**Exercise description**
Take every line from the listing below that includes "Melati" and copy it.

**Given records**
****
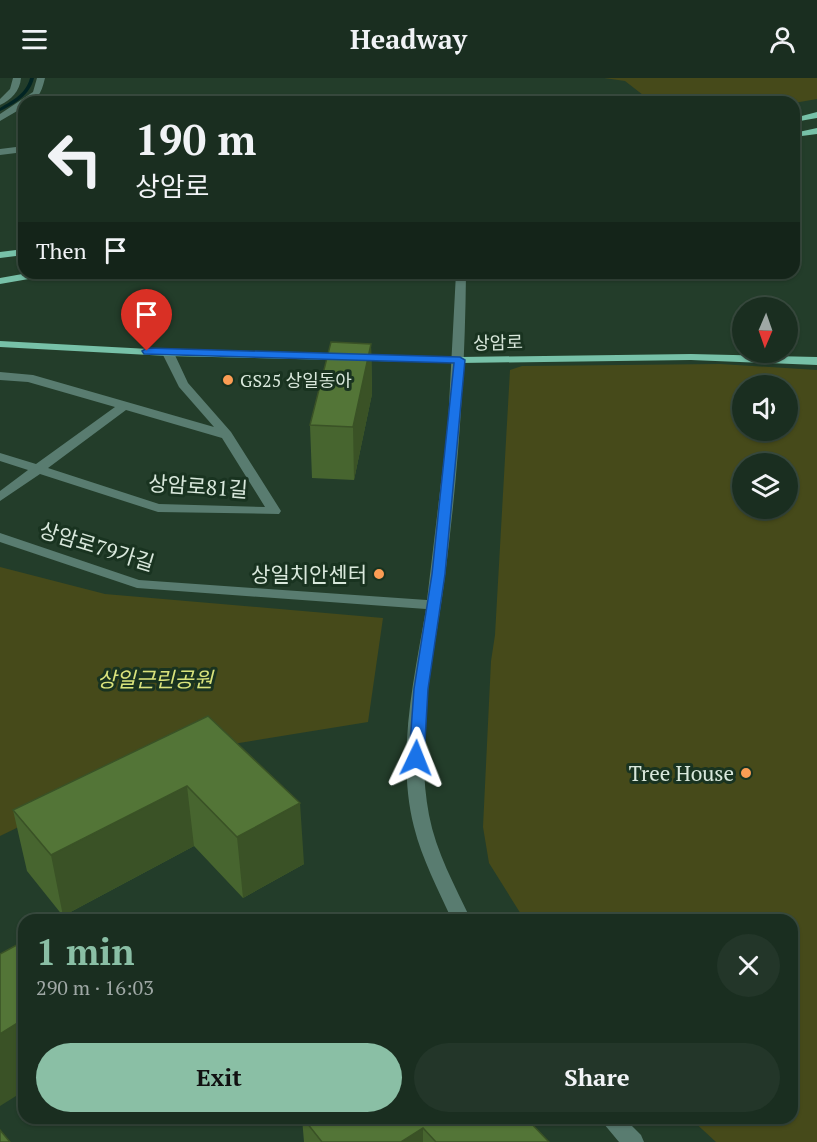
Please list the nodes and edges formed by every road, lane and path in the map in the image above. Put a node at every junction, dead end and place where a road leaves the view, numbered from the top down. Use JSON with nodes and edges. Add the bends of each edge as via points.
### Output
{"nodes":[{"id":1,"x":17,"y":78,"type":"edge"},
{"id":2,"x":41,"y":78,"type":"edge"},
{"id":3,"x":33,"y":96,"type":"edge"},
{"id":4,"x":0,"y":103,"type":"edge"},
{"id":5,"x":18,"y":107,"type":"edge"},
{"id":6,"x":817,"y":116,"type":"edge"},
{"id":7,"x":0,"y":118,"type":"edge"},
{"id":8,"x":800,"y":119,"type":"edge"},
{"id":9,"x":817,"y":131,"type":"edge"},
{"id":10,"x":800,"y":134,"type":"edge"},
{"id":11,"x":18,"y":150,"type":"edge"},
{"id":12,"x":0,"y":152,"type":"edge"},
{"id":13,"x":18,"y":253,"type":"edge"},
{"id":14,"x":0,"y":255,"type":"edge"},
{"id":15,"x":18,"y":278,"type":"edge"},
{"id":16,"x":461,"y":279,"type":"edge"},
{"id":17,"x":0,"y":281,"type":"edge"},
{"id":18,"x":0,"y":344,"type":"edge"},
{"id":19,"x":168,"y":352,"type":"junction"},
{"id":20,"x":460,"y":360,"type":"junction"},
{"id":21,"x":817,"y":361,"type":"edge"},
{"id":22,"x":0,"y":376,"type":"edge"},
{"id":23,"x":125,"y":405,"type":"junction"},
{"id":24,"x":227,"y":435,"type":"junction"},
{"id":25,"x":0,"y":457,"type":"edge"},
{"id":26,"x":38,"y":470,"type":"junction"},
{"id":27,"x":0,"y":497,"type":"edge"},
{"id":28,"x":0,"y":537,"type":"edge"},
{"id":29,"x":434,"y":604,"type":"junction"},
{"id":30,"x":459,"y":914,"type":"edge"},
{"id":31,"x":616,"y":1124,"type":"edge"},
{"id":32,"x":633,"y":1142,"type":"edge"}],
"edges":[{"from":1,"to":4,"type":"street","via":[[17,85]]},
{"from":2,"to":3,"type":"street"},
{"from":5,"to":7,"type":"street"},
{"from":6,"to":8,"type":"main road"},
{"from":9,"to":10,"type":"main road"},
{"from":11,"to":12,"type":"street"},
{"from":13,"to":14,"type":"main road"},
{"from":15,"to":17,"type":"main road"},
{"from":16,"to":20,"type":"street"},
{"from":18,"to":19,"type":"main road","name":"상암로"},
{"from":19,"to":20,"type":"main road","name":"상암로"},
{"from":19,"to":24,"type":"street","name":"상암로81길","via":[[183,384]]},
{"from":20,"to":21,"type":"main road","name":"상암로","via":[[691,357]]},
{"from":20,"to":29,"type":"street"},
{"from":22,"to":23,"type":"street","via":[[29,378]]},
{"from":23,"to":24,"type":"street"},
{"from":23,"to":26,"type":"street"},
{"from":24,"to":26,"type":"street","name":"상암로81길","via":[[274,511],[158,508]]},
{"from":25,"to":26,"type":"street","name":"상암로81길"},
{"from":26,"to":27,"type":"street"},
{"from":28,"to":29,"type":"street","name":"상암로79가길","via":[[137,584]]},
{"from":29,"to":30,"type":"street","via":[[415,745],[420,815],[439,873]]},
{"from":31,"to":32,"type":"street"}]}
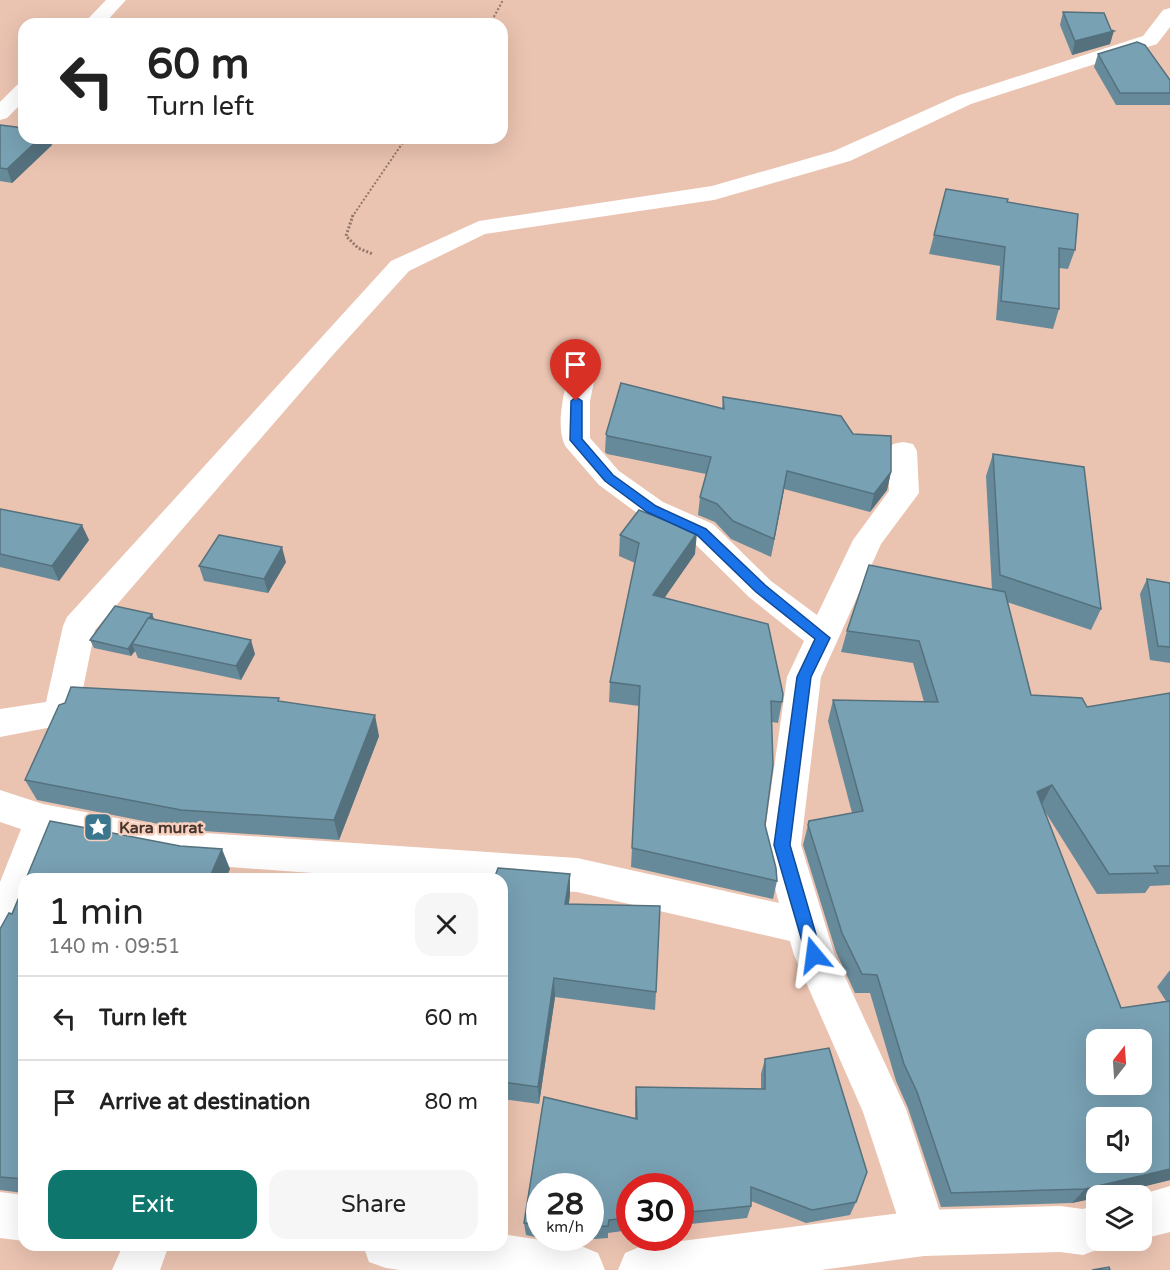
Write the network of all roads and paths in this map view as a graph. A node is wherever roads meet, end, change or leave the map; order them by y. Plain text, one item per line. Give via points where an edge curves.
1 (117, 0) edge
2 (503, 0) edge
3 (1170, 14) edge
4 (99, 18) edge
5 (493, 18) edge
6 (18, 95) edge
7 (0, 114) edge
8 (402, 144) edge
9 (400, 266) junction
10 (586, 358) dead end
11 (903, 451) dead end
12 (823, 638) junction
13 (0, 723) edge
14 (0, 806) edge
15 (44, 820) junction
16 (23, 873) edge
17 (18, 887) edge
18 (806, 927) junction
19 (0, 933) edge
20 (1170, 1209) edge
21 (1152, 1214) edge
22 (0, 1215) edge
23 (18, 1217) edge
24 (1086, 1231) edge
25 (924, 1233) junction
26 (144, 1251) edge
27 (444, 1251) edge
28 (136, 1270) edge
29 (581, 1270) edge
30 (642, 1270) edge

1 - 4 street
2 - 5 path
3 - 9 street via 1150,40 964,100 842,156 714,193 479,228
6 - 7 street
8 - 9 path via 353,214 346,236 358,248
9 - 13 street via 79,626 61,712
10 - 12 street via 576,401 576,440 609,478 652,509 702,532 760,589
11 - 12 street via 904,494 868,540
12 - 18 street via 804,677 782,845
14 - 15 street
15 - 16 street
15 - 18 street via 189,848 577,875
17 - 19 street
18 - 25 street via 814,955 884,1109
20 - 21 street
22 - 23 street
24 - 25 street
25 - 30 street
26 - 28 street
27 - 29 street

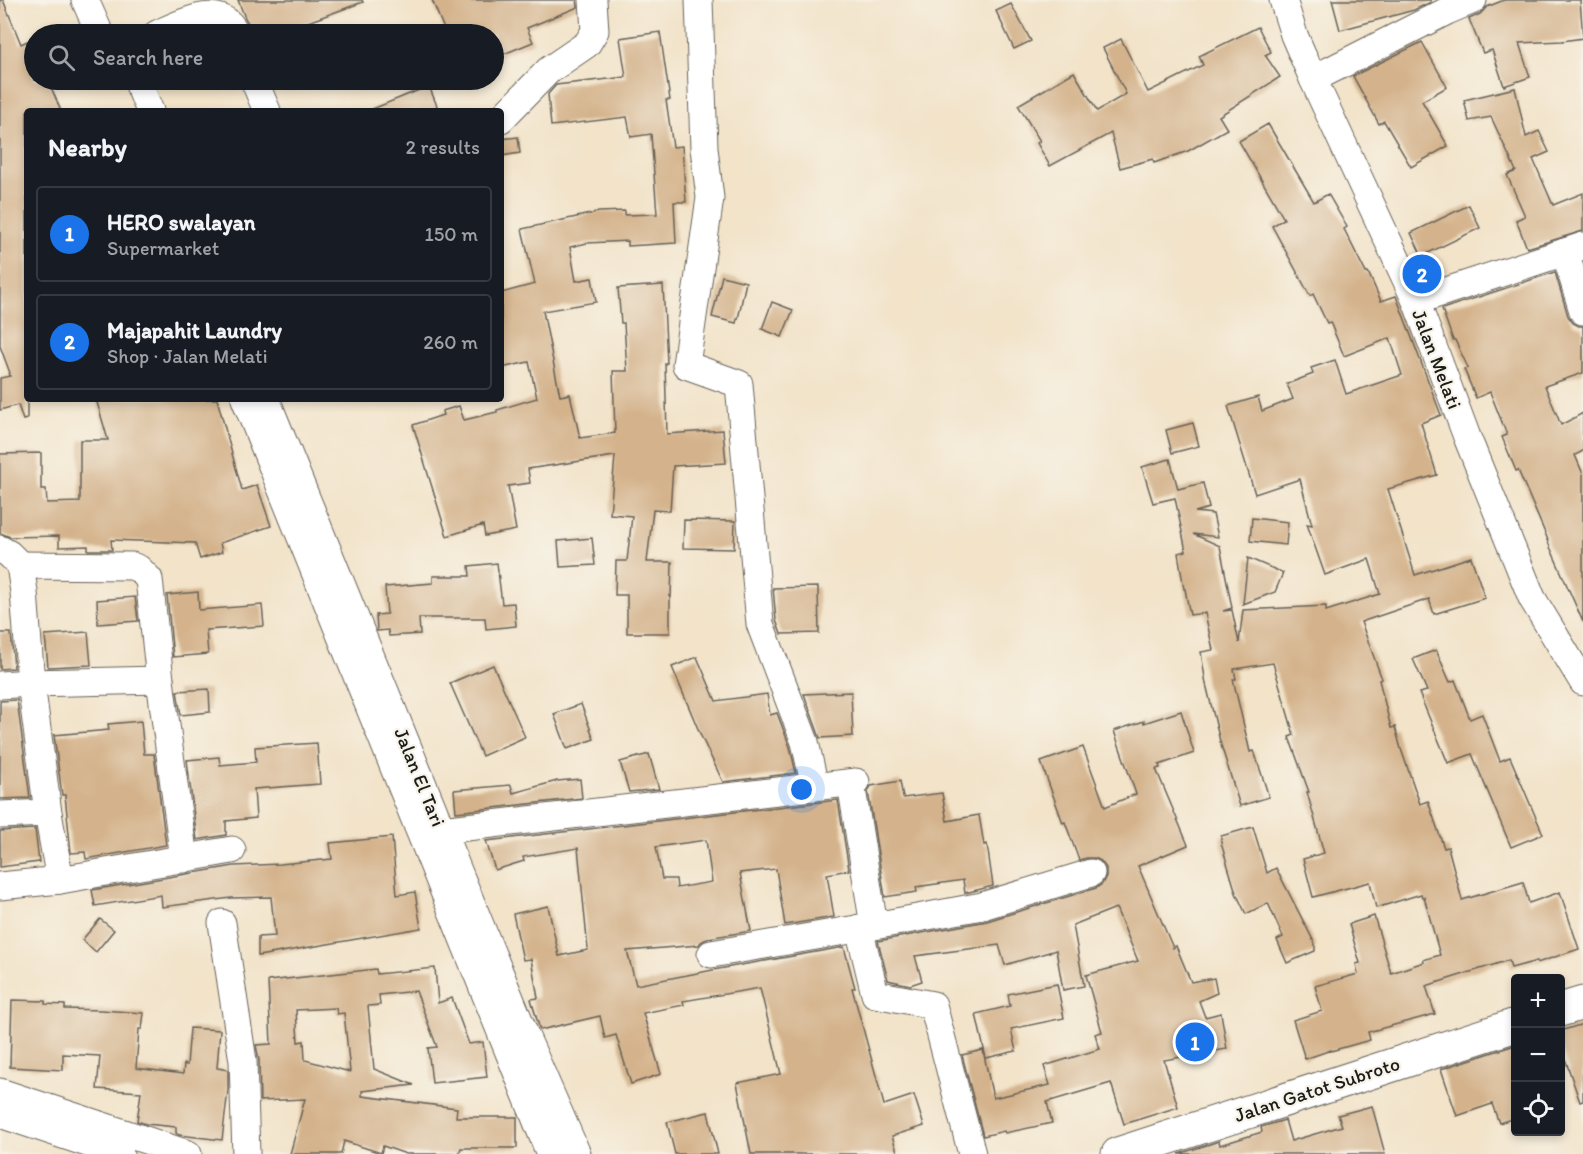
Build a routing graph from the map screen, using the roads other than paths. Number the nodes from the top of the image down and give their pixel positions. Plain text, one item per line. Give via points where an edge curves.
1 (85, 0) edge
2 (105, 0) edge
3 (593, 0) edge
4 (699, 0) edge
5 (1283, 0) edge
6 (1473, 0) edge
7 (96, 24) edge
8 (115, 24) edge
9 (180, 24) edge
10 (230, 24) edge
11 (1313, 79) junction
12 (123, 90) edge
13 (141, 90) edge
14 (258, 90) edge
15 (130, 108) edge
16 (149, 108) edge
17 (266, 108) edge
18 (504, 116) edge
19 (1574, 249) edge
20 (1416, 302) junction
21 (1583, 311) edge
22 (246, 402) edge
23 (267, 402) edge
24 (10, 557) edge
25 (332, 588) junction
26 (1582, 679) edge
27 (160, 680) junction
28 (31, 683) junction
29 (0, 685) edge
30 (814, 787) junction
31 (48, 813) junction
32 (0, 815) edge
33 (441, 830) junction
34 (232, 850) dead end
35 (184, 859) junction
36 (1091, 873) dead end
37 (60, 880) junction
38 (0, 886) edge
39 (222, 923) dead end
40 (866, 927) junction
41 (711, 954) dead end
42 (1583, 1003) edge
43 (1565, 1008) edge
44 (1511, 1026) edge
45 (0, 1092) edge
46 (0, 1114) edge
47 (120, 1154) edge
48 (188, 1154) edge
49 (246, 1154) edge
50 (550, 1154) edge
51 (577, 1154) edge
52 (972, 1154) edge
53 (1118, 1154) edge

1 - 7 street
2 - 8 street
3 - 18 street via 595,32 587,44 549,70
4 - 30 street via 704,148 710,198 686,365 739,384 760,624 805,742
5 - 11 street, Jalan Melati
6 - 11 street
9 - 10 street via 207,16 219,16
11 - 20 street, Jalan Melati
12 - 15 street
13 - 16 street
14 - 17 street
19 - 20 street
19 - 21 street
20 - 26 street, Jalan Melati via 1532,598
22 - 25 street, Jalan El Tari
23 - 25 street, Jalan El Tari
24 - 27 street via 132,566 145,573 149,579
24 - 28 street via 24,592
25 - 33 street, Jalan El Tari
25 - 50 street, Jalan El Tari
27 - 28 street
27 - 35 street
28 - 29 street
28 - 31 street
30 - 33 street
30 - 40 street via 854,782
31 - 32 street
31 - 37 street
33 - 51 street, Jalan El Tari
34 - 35 street
35 - 37 street
36 - 40 street via 982,906
37 - 38 street
39 - 49 street via 243,1061
40 - 41 street
40 - 52 street via 875,994 933,1005
42 - 43 highway
44 - 53 highway, Jalan Gatot Subroto
45 - 48 street
46 - 47 street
****
**Exercise answer**
5 - 11 street, Jalan Melati
11 - 20 street, Jalan Melati
20 - 26 street, Jalan Melati via 1532,598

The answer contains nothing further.